▼▼▼

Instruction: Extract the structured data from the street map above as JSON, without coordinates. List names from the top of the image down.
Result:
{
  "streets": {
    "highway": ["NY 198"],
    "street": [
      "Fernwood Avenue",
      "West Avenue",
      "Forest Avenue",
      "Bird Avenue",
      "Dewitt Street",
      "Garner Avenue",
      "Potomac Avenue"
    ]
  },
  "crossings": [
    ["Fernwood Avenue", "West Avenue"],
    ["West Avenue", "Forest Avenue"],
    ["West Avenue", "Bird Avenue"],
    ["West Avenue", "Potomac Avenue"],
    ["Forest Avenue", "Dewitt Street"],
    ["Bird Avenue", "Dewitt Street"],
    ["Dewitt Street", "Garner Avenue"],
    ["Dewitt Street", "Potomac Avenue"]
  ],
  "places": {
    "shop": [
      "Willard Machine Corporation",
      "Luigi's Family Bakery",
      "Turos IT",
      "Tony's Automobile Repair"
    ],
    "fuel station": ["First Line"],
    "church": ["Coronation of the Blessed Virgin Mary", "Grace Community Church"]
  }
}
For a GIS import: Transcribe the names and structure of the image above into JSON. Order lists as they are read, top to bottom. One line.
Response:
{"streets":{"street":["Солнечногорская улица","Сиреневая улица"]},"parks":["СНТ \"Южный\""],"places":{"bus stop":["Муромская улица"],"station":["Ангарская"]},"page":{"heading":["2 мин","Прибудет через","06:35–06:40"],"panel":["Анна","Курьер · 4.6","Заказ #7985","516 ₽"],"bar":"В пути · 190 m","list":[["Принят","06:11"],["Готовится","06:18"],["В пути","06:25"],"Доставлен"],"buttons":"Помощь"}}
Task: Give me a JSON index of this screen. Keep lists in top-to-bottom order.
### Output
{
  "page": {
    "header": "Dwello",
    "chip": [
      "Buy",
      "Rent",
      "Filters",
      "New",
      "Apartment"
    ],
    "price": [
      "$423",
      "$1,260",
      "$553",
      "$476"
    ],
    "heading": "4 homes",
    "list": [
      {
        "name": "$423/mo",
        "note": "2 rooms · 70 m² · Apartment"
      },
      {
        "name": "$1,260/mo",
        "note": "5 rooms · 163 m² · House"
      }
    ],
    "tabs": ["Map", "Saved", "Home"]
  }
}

▲▲▲

--- What you need to do ---
Could you copy every record above exactly as it stands?

--- Output for this exercise ---
Instruction: Extract the structured data from the street map above as JSON, without coordinates. List names from the top of the image down.
Result:
{
  "streets": {
    "highway": ["NY 198"],
    "street": [
      "Fernwood Avenue",
      "West Avenue",
      "Forest Avenue",
      "Bird Avenue",
      "Dewitt Street",
      "Garner Avenue",
      "Potomac Avenue"
    ]
  },
  "crossings": [
    ["Fernwood Avenue", "West Avenue"],
    ["West Avenue", "Forest Avenue"],
    ["West Avenue", "Bird Avenue"],
    ["West Avenue", "Potomac Avenue"],
    ["Forest Avenue", "Dewitt Street"],
    ["Bird Avenue", "Dewitt Street"],
    ["Dewitt Street", "Garner Avenue"],
    ["Dewitt Street", "Potomac Avenue"]
  ],
  "places": {
    "shop": [
      "Willard Machine Corporation",
      "Luigi's Family Bakery",
      "Turos IT",
      "Tony's Automobile Repair"
    ],
    "fuel station": ["First Line"],
    "church": ["Coronation of the Blessed Virgin Mary", "Grace Community Church"]
  }
}
For a GIS import: Transcribe the names and structure of the image above into JSON. Order lists as they are read, top to bottom. One line.
Response:
{"streets":{"street":["Солнечногорская улица","Сиреневая улица"]},"parks":["СНТ \"Южный\""],"places":{"bus stop":["Муромская улица"],"station":["Ангарская"]},"page":{"heading":["2 мин","Прибудет через","06:35–06:40"],"panel":["Анна","Курьер · 4.6","Заказ #7985","516 ₽"],"bar":"В пути · 190 m","list":[["Принят","06:11"],["Готовится","06:18"],["В пути","06:25"],"Доставлен"],"buttons":"Помощь"}}
Task: Give me a JSON index of this screen. Keep lists in top-to-bottom order.
### Output
{
  "page": {
    "header": "Dwello",
    "chip": [
      "Buy",
      "Rent",
      "Filters",
      "New",
      "Apartment"
    ],
    "price": [
      "$423",
      "$1,260",
      "$553",
      "$476"
    ],
    "heading": "4 homes",
    "list": [
      {
        "name": "$423/mo",
        "note": "2 rooms · 70 m² · Apartment"
      },
      {
        "name": "$1,260/mo",
        "note": "5 rooms · 163 m² · House"
      }
    ],
    "tabs": ["Map", "Saved", "Home"]
  }
}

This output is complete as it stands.